| First Author | Wullschleger S | Year | 2012 |
| Journal | Anticancer Res | Volume | 32 |
| Issue | 2 | Pages | 415-20 |
| PubMed ID | 22287727 | Mgi Jnum | J:299138 |
| Mgi Id | MGI:6490043 | Citation | Wullschleger S, et al. (2012) Quantitative MRI establishes the efficacy of PI3K inhibitor (GDC-0941) multi-treatments in PTEN-deficient mice lymphoma.

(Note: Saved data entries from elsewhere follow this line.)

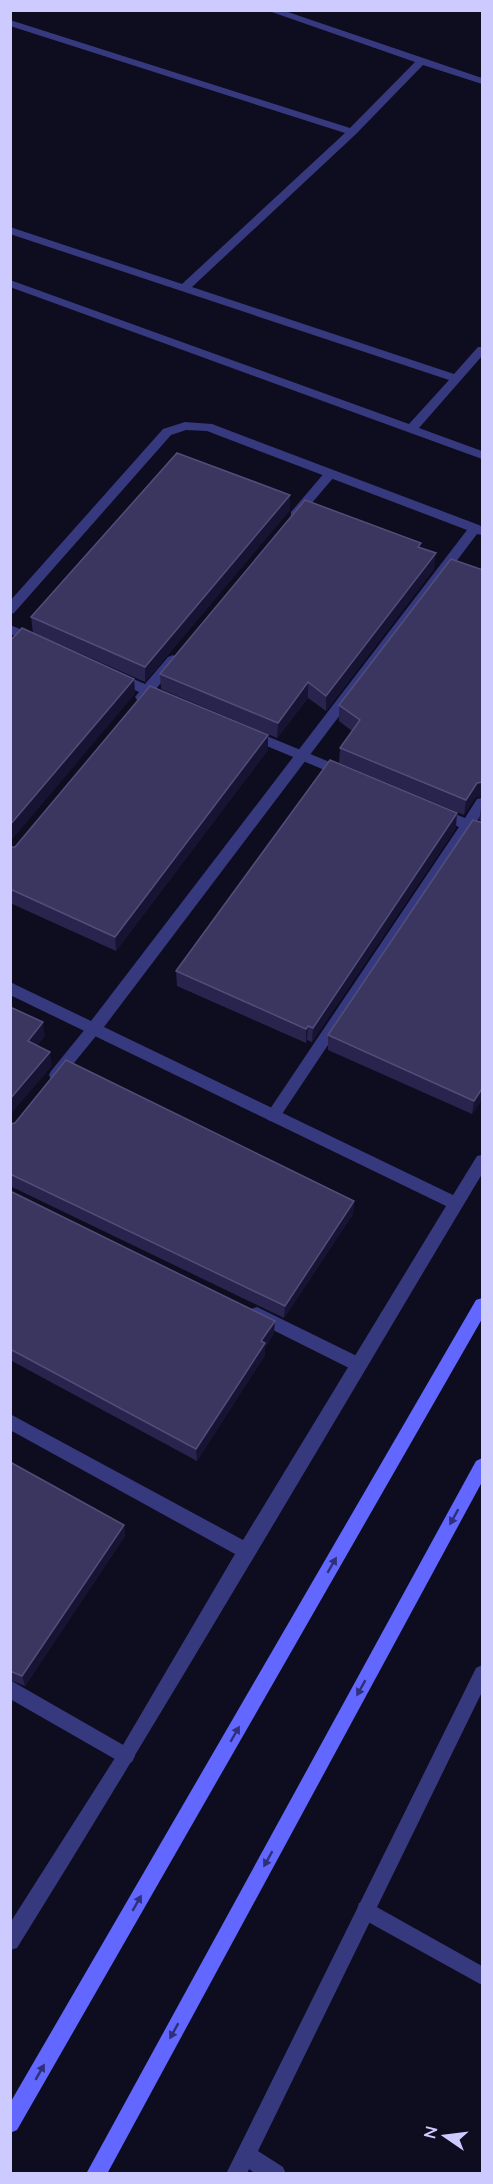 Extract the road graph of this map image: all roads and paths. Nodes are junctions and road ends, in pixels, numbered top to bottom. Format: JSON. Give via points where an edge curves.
{"nodes":[{"id":1,"x":271,"y":10,"type":"edge"},
{"id":2,"x":10,"y":23,"type":"edge"},
{"id":3,"x":422,"y":60,"type":"junction"},
{"id":4,"x":483,"y":81,"type":"edge"},
{"id":5,"x":352,"y":132,"type":"junction"},
{"id":6,"x":10,"y":230,"type":"edge"},
{"id":7,"x":10,"y":283,"type":"edge"},
{"id":8,"x":184,"y":288,"type":"junction"},
{"id":9,"x":483,"y":350,"type":"edge"},
{"id":10,"x":456,"y":378,"type":"junction"},
{"id":11,"x":411,"y":429,"type":"junction"},
{"id":12,"x":483,"y":455,"type":"edge"},
{"id":13,"x":330,"y":474,"type":"junction"},
{"id":14,"x":284,"y":528,"type":"edge"},
{"id":15,"x":479,"y":529,"type":"edge"},
{"id":16,"x":10,"y":610,"type":"edge"},
{"id":17,"x":10,"y":629,"type":"edge"},
{"id":18,"x":185,"y":646,"type":"edge"},
{"id":19,"x":53,"y":648,"type":"edge"},
{"id":20,"x":105,"y":672,"type":"edge"},
{"id":21,"x":147,"y":691,"type":"junction"},
{"id":22,"x":180,"y":704,"type":"edge"},
{"id":23,"x":132,"y":709,"type":"edge"},
{"id":24,"x":235,"y":727,"type":"edge"},
{"id":25,"x":300,"y":755,"type":"junction"},
{"id":26,"x":352,"y":777,"type":"edge"},
{"id":27,"x":483,"y":803,"type":"edge"},
{"id":28,"x":426,"y":807,"type":"edge"},
{"id":29,"x":468,"y":824,"type":"junction"},
{"id":30,"x":483,"y":831,"type":"edge"},
{"id":31,"x":10,"y":988,"type":"edge"},
{"id":32,"x":95,"y":1027,"type":"junction"},
{"id":33,"x":46,"y":1088,"type":"edge"},
{"id":34,"x":273,"y":1116,"type":"junction"},
{"id":35,"x":483,"y":1161,"type":"edge"},
{"id":36,"x":457,"y":1204,"type":"junction"},
{"id":37,"x":483,"y":1305,"type":"edge"},
{"id":38,"x":243,"y":1307,"type":"edge"},
{"id":39,"x":359,"y":1365,"type":"junction"},
{"id":40,"x":10,"y":1421,"type":"edge"},
{"id":41,"x":483,"y":1466,"type":"edge"},
{"id":42,"x":246,"y":1551,"type":"junction"},
{"id":43,"x":483,"y":1674,"type":"edge"},
{"id":44,"x":10,"y":1689,"type":"edge"},
{"id":45,"x":477,"y":1697,"type":"edge"},
{"id":46,"x":126,"y":1755,"type":"junction"},
{"id":47,"x":366,"y":1910,"type":"junction"},
{"id":48,"x":10,"y":1941,"type":"edge"},
{"id":49,"x":483,"y":1976,"type":"edge"},
{"id":50,"x":10,"y":2123,"type":"edge"},
{"id":51,"x":245,"y":2155,"type":"junction"},
{"id":52,"x":96,"y":2174,"type":"edge"},
{"id":53,"x":236,"y":2174,"type":"edge"},
{"id":54,"x":276,"y":2174,"type":"edge"}],
"edges":[{"from":1,"to":3,"type":"street"},
{"from":2,"to":5,"type":"street"},
{"from":3,"to":4,"type":"street"},
{"from":3,"to":5,"type":"street"},
{"from":5,"to":8,"type":"street"},
{"from":6,"to":8,"type":"street"},
{"from":7,"to":11,"type":"street"},
{"from":8,"to":10,"type":"street"},
{"from":9,"to":10,"type":"street"},
{"from":10,"to":11,"type":"street"},
{"from":11,"to":12,"type":"street"},
{"from":13,"to":14,"type":"street"},
{"from":13,"to":15,"type":"street"},
{"from":13,"to":16,"type":"street","via":[[208,427],[185,426],[167,432]]},
{"from":15,"to":25,"type":"street"},
{"from":17,"to":19,"type":"street"},
{"from":18,"to":21,"type":"street"},
{"from":20,"to":21,"type":"street"},
{"from":21,"to":22,"type":"street"},
{"from":21,"to":23,"type":"street"},
{"from":24,"to":25,"type":"street"},
{"from":25,"to":26,"type":"street"},
{"from":25,"to":32,"type":"street"},
{"from":27,"to":29,"type":"street"},
{"from":28,"to":29,"type":"street"},
{"from":29,"to":30,"type":"street"},
{"from":29,"to":34,"type":"street"},
{"from":31,"to":32,"type":"street"},
{"from":32,"to":33,"type":"street"},
{"from":32,"to":34,"type":"street"},
{"from":34,"to":36,"type":"street"},
{"from":35,"to":36,"type":"street"},
{"from":36,"to":39,"type":"street"},
{"from":50,"to":37,"type":"street","one_way":true},
{"from":38,"to":39,"type":"street"},
{"from":39,"to":42,"type":"street"},
{"from":40,"to":42,"type":"street"},
{"from":41,"to":52,"type":"street","one_way":true},
{"from":42,"to":46,"type":"street"},
{"from":43,"to":45,"type":"street"},
{"from":44,"to":46,"type":"street"},
{"from":45,"to":47,"type":"street"},
{"from":46,"to":48,"type":"street"},
{"from":47,"to":49,"type":"street"},
{"from":47,"to":51,"type":"street"},
{"from":51,"to":53,"type":"street"},
{"from":51,"to":54,"type":"street"}]} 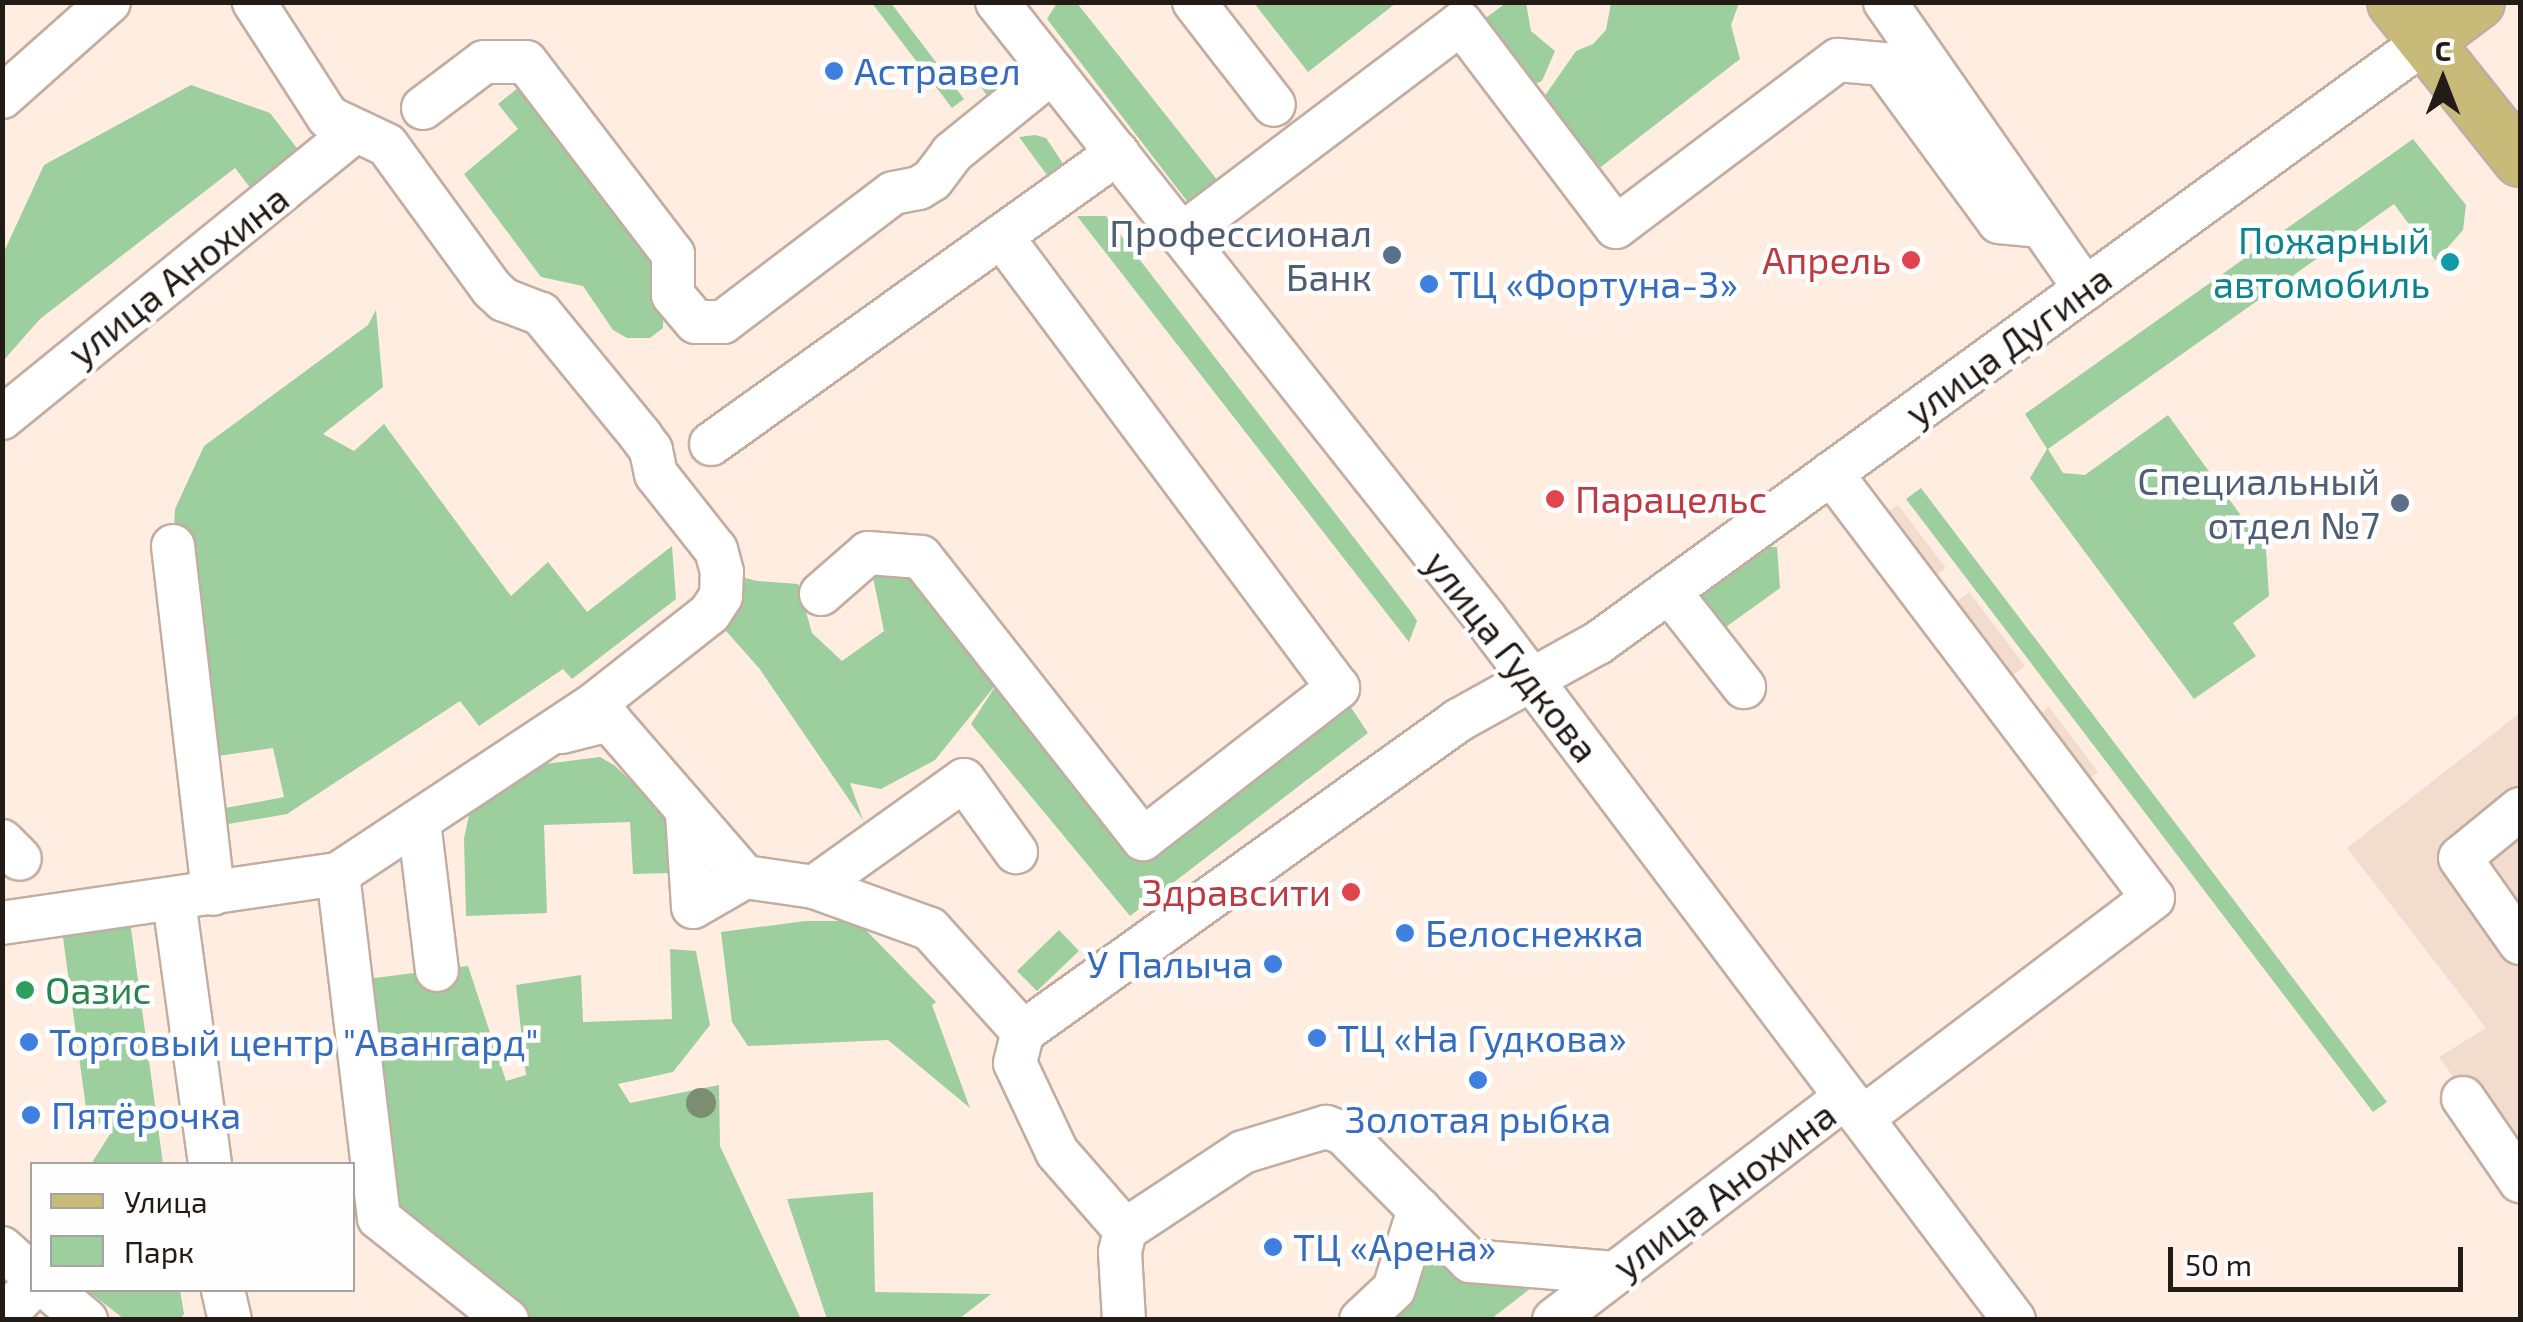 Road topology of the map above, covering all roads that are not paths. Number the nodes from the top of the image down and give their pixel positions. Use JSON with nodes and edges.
{"nodes":[{"id":1,"x":108,"y":2,"type":"edge"},
{"id":2,"x":254,"y":2,"type":"edge"},
{"id":3,"x":1194,"y":2,"type":"edge"},
{"id":4,"x":1885,"y":2,"type":"edge"},
{"id":5,"x":2478,"y":2,"type":"edge"},
{"id":6,"x":1009,"y":7,"type":"edge"},
{"id":7,"x":2410,"y":22,"type":"edge"},
{"id":8,"x":1052,"y":72,"type":"junction"},
{"id":9,"x":2,"y":97,"type":"edge"},
{"id":10,"x":1274,"y":105,"type":"dead end"},
{"id":11,"x":423,"y":108,"type":"dead end"},
{"id":12,"x":354,"y":132,"type":"junction"},
{"id":13,"x":1116,"y":154,"type":"junction"},
{"id":14,"x":2520,"y":160,"type":"edge"},
{"id":15,"x":2039,"y":226,"type":"junction"},
{"id":16,"x":1181,"y":235,"type":"junction"},
{"id":17,"x":1002,"y":237,"type":"junction"},
{"id":18,"x":2085,"y":289,"type":"junction"},
{"id":19,"x":2,"y":418,"type":"edge"},
{"id":20,"x":711,"y":444,"type":"dead end"},
{"id":21,"x":1831,"y":473,"type":"junction"},
{"id":22,"x":173,"y":546,"type":"dead end"},
{"id":23,"x":1669,"y":591,"type":"junction"},
{"id":24,"x":820,"y":594,"type":"dead end"},
{"id":25,"x":1532,"y":680,"type":"junction"},
{"id":26,"x":1744,"y":687,"type":"dead end"},
{"id":27,"x":552,"y":734,"type":"junction"},
{"id":28,"x":2520,"y":809,"type":"edge"},
{"id":29,"x":687,"y":814,"type":"junction"},
{"id":30,"x":420,"y":822,"type":"junction"},
{"id":31,"x":1016,"y":852,"type":"dead end"},
{"id":32,"x":338,"y":874,"type":"junction"},
{"id":33,"x":745,"y":876,"type":"junction"},
{"id":34,"x":814,"y":887,"type":"junction"},
{"id":35,"x":193,"y":898,"type":"junction"},
{"id":36,"x":2,"y":922,"type":"edge"},
{"id":37,"x":2520,"y":943,"type":"edge"},
{"id":38,"x":437,"y":970,"type":"dead end"},
{"id":39,"x":1024,"y":1032,"type":"junction"},
{"id":40,"x":2463,"y":1098,"type":"dead end"},
{"id":41,"x":1854,"y":1107,"type":"junction"},
{"id":42,"x":210,"y":1162,"type":"edge"},
{"id":43,"x":2520,"y":1181,"type":"edge"},
{"id":44,"x":1419,"y":1208,"type":"junction"},
{"id":45,"x":1125,"y":1230,"type":"junction"},
{"id":46,"x":1614,"y":1273,"type":"junction"},
{"id":47,"x":24,"y":1274,"type":"edge"},
{"id":48,"x":48,"y":1292,"type":"edge"},
{"id":49,"x":223,"y":1292,"type":"edge"},
{"id":50,"x":7,"y":1320,"type":"edge"},
{"id":51,"x":86,"y":1320,"type":"edge"},
{"id":52,"x":230,"y":1320,"type":"edge"},
{"id":53,"x":507,"y":1320,"type":"edge"},
{"id":54,"x":1124,"y":1320,"type":"edge"},
{"id":55,"x":1361,"y":1320,"type":"edge"},
{"id":56,"x":1554,"y":1320,"type":"edge"},
{"id":57,"x":2014,"y":1320,"type":"edge"}],
"edges":[{"from":1,"to":9,"type":"street"},
{"from":2,"to":12,"type":"street"},
{"from":3,"to":10,"type":"street"},
{"from":4,"to":15,"type":"street"},
{"from":5,"to":7,"type":"main road","name":"улица Дугина"},
{"from":6,"to":8,"type":"street","name":"улица Гудкова"},
{"from":7,"to":14,"type":"main road"},
{"from":7,"to":18,"type":"street","name":"улица Дугина"},
{"from":8,"to":11,"type":"street"},
{"from":8,"to":13,"type":"street","name":"улица Гудкова"},
{"from":12,"to":19,"type":"street","name":"улица Анохина"},
{"from":12,"to":27,"type":"street"},
{"from":13,"to":16,"type":"street","name":"улица Гудкова"},
{"from":13,"to":17,"type":"street"},
{"from":15,"to":16,"type":"street"},
{"from":15,"to":18,"type":"street"},
{"from":16,"to":25,"type":"street","name":"улица Гудкова"},
{"from":17,"to":20,"type":"street"},
{"from":17,"to":24,"type":"street"},
{"from":18,"to":21,"type":"street","name":"улица Дугина"},
{"from":21,"to":23,"type":"street","name":"улица Дугина"},
{"from":21,"to":41,"type":"street","name":"улица Анохина"},
{"from":22,"to":35,"type":"street"},
{"from":23,"to":25,"type":"street","name":"улица Дугина"},
{"from":23,"to":26,"type":"street"},
{"from":25,"to":39,"type":"street","name":"улица Дугина"},
{"from":25,"to":41,"type":"street","name":"улица Гудкова"},
{"from":27,"to":29,"type":"street"},
{"from":27,"to":30,"type":"street"},
{"from":28,"to":37,"type":"street"},
{"from":29,"to":33,"type":"street"},
{"from":29,"to":33,"type":"street"},
{"from":30,"to":32,"type":"street"},
{"from":30,"to":38,"type":"street"},
{"from":31,"to":34,"type":"street"},
{"from":32,"to":35,"type":"street"},
{"from":32,"to":53,"type":"street"},
{"from":33,"to":34,"type":"street"},
{"from":34,"to":39,"type":"street"},
{"from":35,"to":36,"type":"street"},
{"from":35,"to":42,"type":"street"},
{"from":39,"to":45,"type":"street"},
{"from":40,"to":43,"type":"street"},
{"from":41,"to":46,"type":"street","name":"улица Анохина"},
{"from":41,"to":57,"type":"street","name":"улица Гудкова"},
{"from":44,"to":45,"type":"street"},
{"from":44,"to":46,"type":"street"},
{"from":44,"to":55,"type":"street"},
{"from":45,"to":54,"type":"street"},
{"from":46,"to":56,"type":"street","name":"улица Анохина"},
{"from":47,"to":50,"type":"street"},
{"from":48,"to":51,"type":"street"},
{"from":49,"to":52,"type":"street"}]}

Anticancer Res 32(2):415-20 |
| abstractText | AIM: To assess the efficacy of multiple treatment of phosphatidylinositol-3-kinase (PI3K) inhibitor on autochthonous tumours in phosphatase and tensin homologue (Pten)-deficient genetically engineered mouse cancer models using a longitudinal magnetic resonance imaging (MRI) protocol. MATERIALS AND METHODS: Using 3D MRI, B-cell follicular lymphoma growth was quantified in a Pten(+/-)Lkb1(+/hypo) mouse line, before, during and after repeated treatments with a PI3K inhibitor GDC-0941 (75 mg/kg). RESULTS: Mean pre-treatment linear tumour growth rate was 16.5+/-12.8 mm(3)/week. Repeated 28-day GDC-0941 administration, with 21 days 'off-treatment', induced average tumour regression of 41+/-7%. Upon cessation of the second treatment (which was not permanently cytocidal), tumours re-grew with an average linear growth rate of 40.1+/-15.5 mm(3)/week. There was no evidence of chemoresistance. CONCLUSION: This protocol can accommodate complex dosing schedules, as well as combine different cancer therapies. It reduces biological variability problems and resulted in a 10-fold reduction in mouse numbers compared with terminal assessment methods. It is ideal for preclinical efficacy studies and for phenotyping molecularly characterized mouse models when investigating gene function. |